My family took me to Middle Earth at a young age, (no not New Zealand, still not visited yet) and introduced to me to a wonderful universe. As an adult, I have had my fair share of qualms with Tolkien, pastoralism not the least of them, but on average they are wholesome books with wholesome characters and wholesome adaptations and SO MUCH QUEER CODING SWEET BABY GANDALF. Something I really adore about the film adaptations is the tender masculinity present in the characters. Aragorn kissing his friends’ foreheads and singing poetic verses. Sam weeping over salt or rope or potatoes or Frodo or Rosie or pints. The sweet sexual tension between Gimli and Legolas. Legolas’s facial expressions. Pippin and Merry–the bffs or friends-with-benefits?
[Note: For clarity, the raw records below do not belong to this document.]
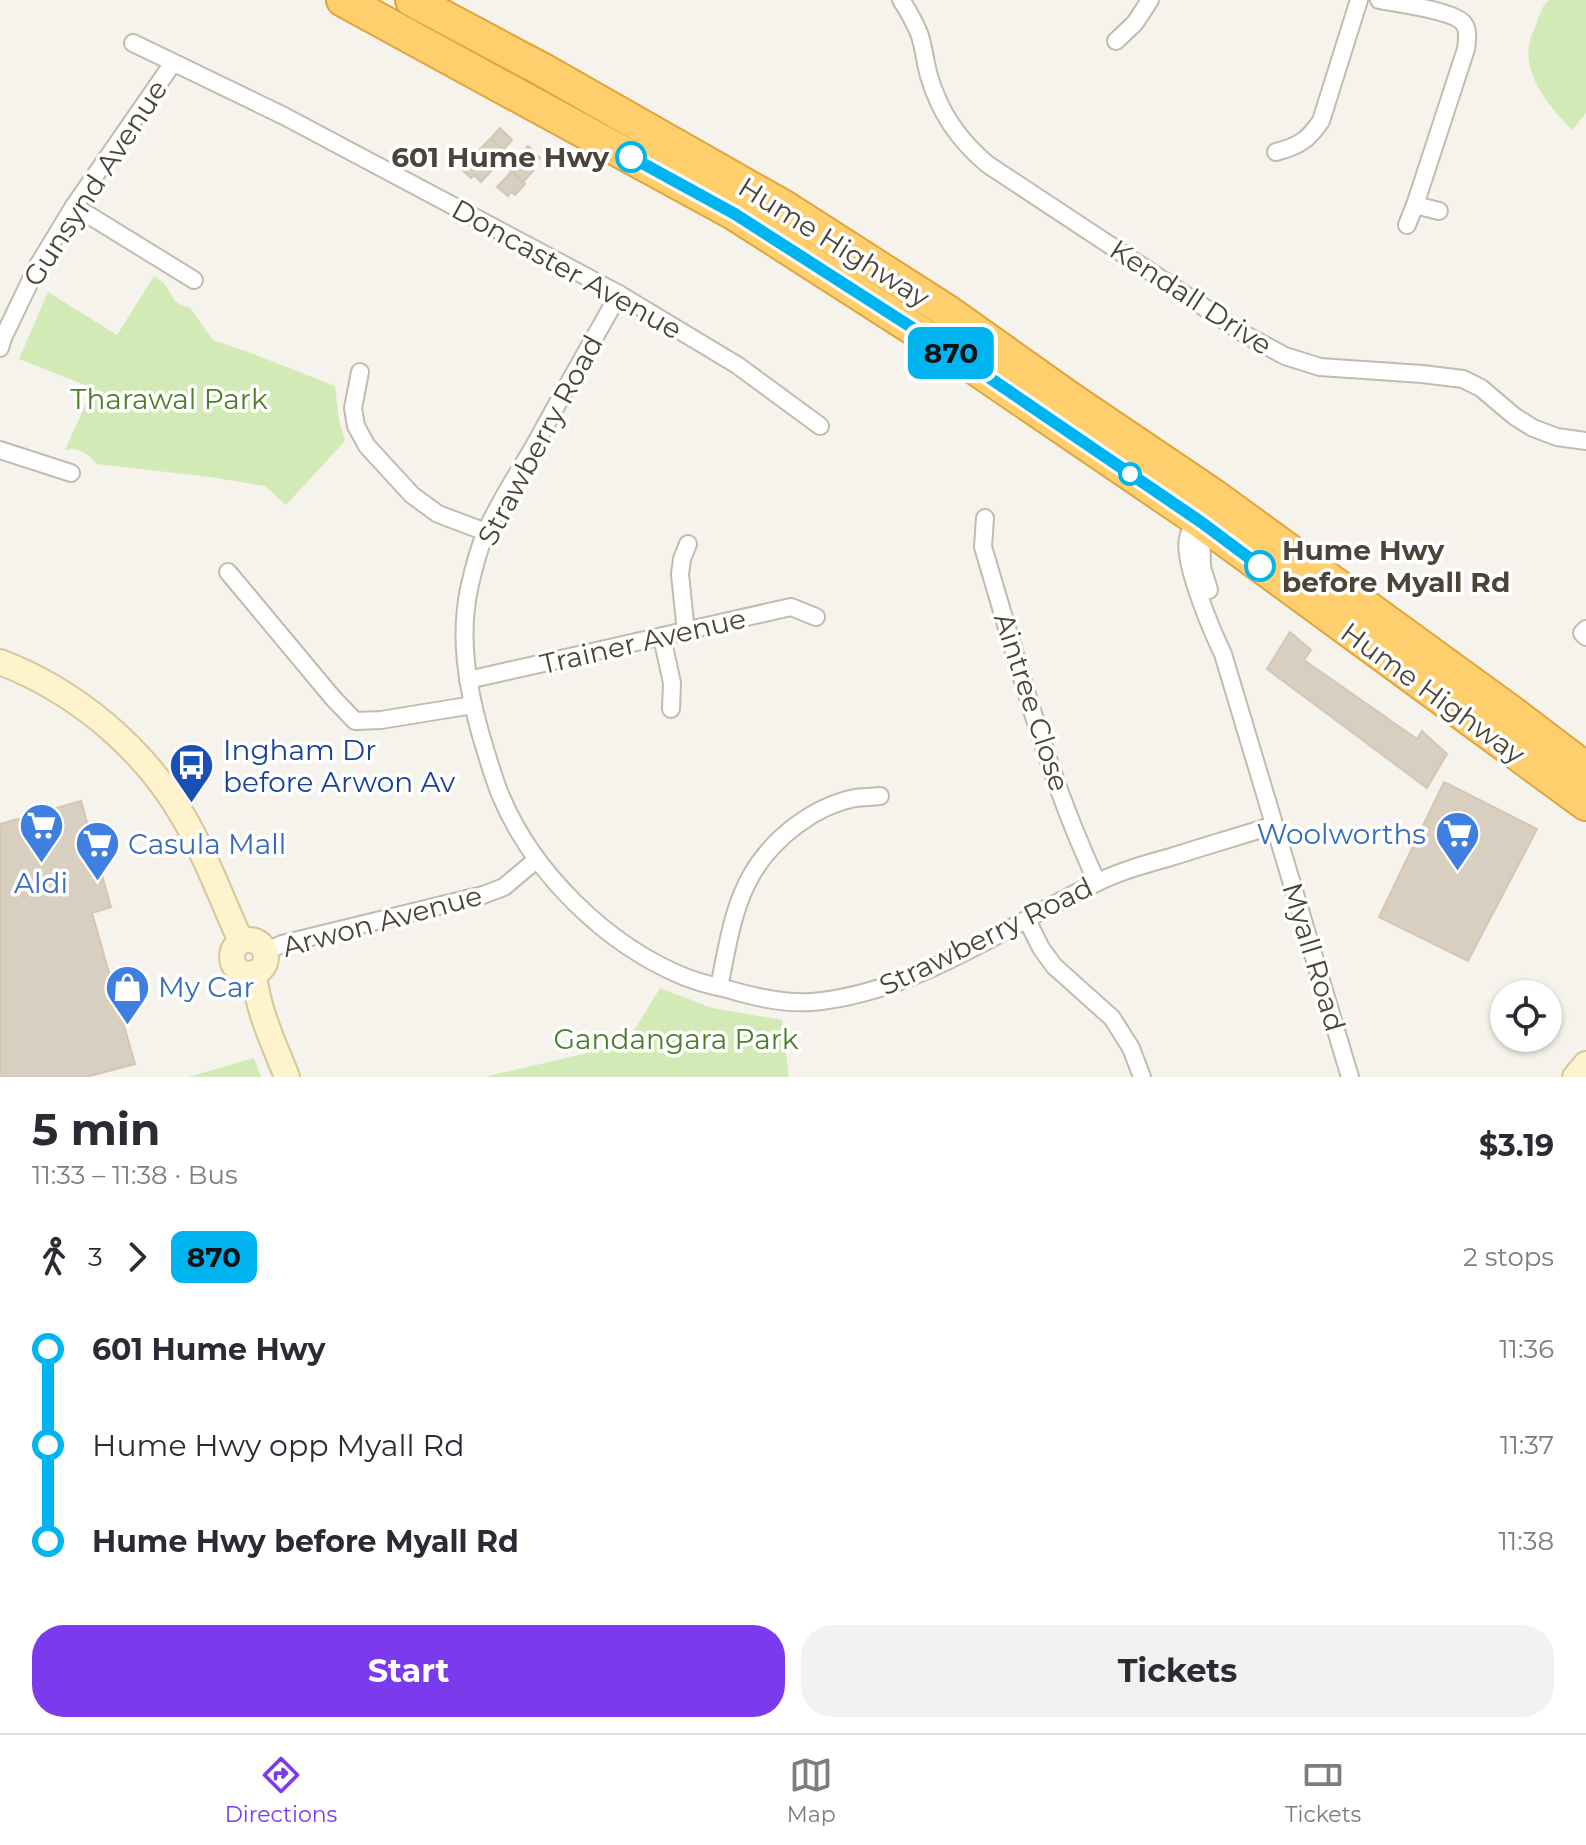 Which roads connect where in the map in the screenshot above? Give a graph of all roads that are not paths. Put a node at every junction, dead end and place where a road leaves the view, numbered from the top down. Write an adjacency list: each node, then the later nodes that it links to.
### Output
1 (343, 0): 23 (highway, Hume Highway)
2 (412, 0): 23 (highway, Hume Highway)
3 (901, 0): 20 (street, Kendall Drive)
4 (1150, 0): 7 (street)
5 (1359, 0): 10 (street)
6 (1379, 0): 11 (street)
7 (1116, 41)
8 (133, 43): 9 (street, Doncaster Avenue)
9 (173, 63): 12 (street, Gunsynd Avenue); 16 (street, Doncaster Avenue)
10 (1276, 152)
11 (1415, 205): 13 (street); 14 (street)
12 (74, 206): 15 (street); 17 (street, Gunsynd Avenue)
13 (1439, 211)
14 (1407, 225)
15 (194, 280)
16 (619, 294): 19 (street, Doncaster Avenue); 25 (street, Strawberry Road)
17 (1, 341)
18 (360, 372): 25 (street)
19 (820, 426)
20 (1586, 441)
21 (0, 450): 22 (street)
22 (71, 473)
23 (1208, 509): 37 (highway, Hume Highway); 39 (highway, Hume Highway); 40 (street, Myall Road)
24 (985, 518): 42 (street, Aintree Close)
25 (486, 532): 34 (street, Strawberry Road)
26 (688, 544): 30 (street)
27 (228, 572): 35 (street)
28 (816, 617): 30 (street, Trainer Avenue)
29 (1586, 629): 32 (street)
30 (686, 632): 31 (street, Trainer Avenue)
31 (662, 637): 34 (street, Trainer Avenue); 36 (street)
32 (1586, 637)
33 (0, 662): 44 (street)
34 (468, 680): 35 (street, Strawberry Road)
35 (473, 705): 41 (street, Strawberry Road)
36 (671, 709)
37 (1586, 769)
38 (880, 796): 45 (street)
39 (1586, 804)
40 (1274, 825): 42 (street, Strawberry Road); 49 (street, Myall Road)
41 (536, 860): 44 (street, Arwon Avenue); 45 (street, Strawberry Road)
42 (1097, 882): 43 (street, Strawberry Road)
43 (1027, 920): 45 (street, Strawberry Road); 48 (street)
44 (260, 963): 47 (street)
45 (719, 987)
46 (1586, 1064): 50 (street)
47 (287, 1077)
48 (1142, 1077)
49 (1350, 1077)
50 (1575, 1077)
These characters fought the good fight, for others, not themselves. And some are lucky enough to live, but never to live unchanged. They give me hope in dark places when I need courage, and when I need to remember that the smallest of folx can make big ripples in this universe. Plus the LOTR community make pretty sweet memes. And fanart. And fanfic. When I am stressed out I put on Howard Shore’s An Unexpected Journey (perfect for reading any kind of fantasy book or just having on low volume for naps). When I am weary I binge well, the LOTRs film trilogy, not the Hobbit so much; this is an article about things keeping me in the world or keeping me from destroying the world so SKIPPING OVER THE HOBBIT FILMS (the first is not so bad, and Thranduil is glam af) is a good idea or I may just need to write a follow up rant article on 10 Things that Make Me Want to Take Back My Word and Burn Everything.
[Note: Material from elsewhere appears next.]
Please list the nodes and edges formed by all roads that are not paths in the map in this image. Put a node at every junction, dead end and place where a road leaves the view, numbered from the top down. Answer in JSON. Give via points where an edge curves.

Whether you think Bilbo and Thorin are perfect soul mates or just platonic enemies to frenemies, there is a lot of comfort in these tales. I think that’s what Tolkien set out to achieve, to talk about awful traumatic things that change the shape of your world and how you then relate to that changed world and your changed self. There is a sense of comfort whether it’s imagining Bilbo’s larder and pantry (drool), listening to Thorins’ singing voice (drool), pushing yourself to go on an adventure without your damn pocket handkerchief, crossing over to the Grey Lands as some kind of … assisted dying with emotional support group; there is a lot of beauty in Middle Earth. Which means that it is a beauty that can still be found in our world; Tolkien based his creations on Saxon, Norse, and Anglo myths to bring new meaning to the history of the land he lived on and fought for. This resonates with us; we live now seeing the outcomes of these wars and like a Nazgul on the horizon, we know too that another war is coming. We don’t know how it will be fought, I cannot anticipate this stuff despite my study, despite my heart, despite my paranoia. But we have the stories of our ancestors, our transcestors, our Elders, and we still have time to learn. Maybe that’s what Tolkien set out to do, not build a great faerie tale or a mythic cycle for Britain, but caution us against ourselves and our shared history of violence. To be gentle, to be tender, to kiss those we love (ew), and to find a peaceful mode of living.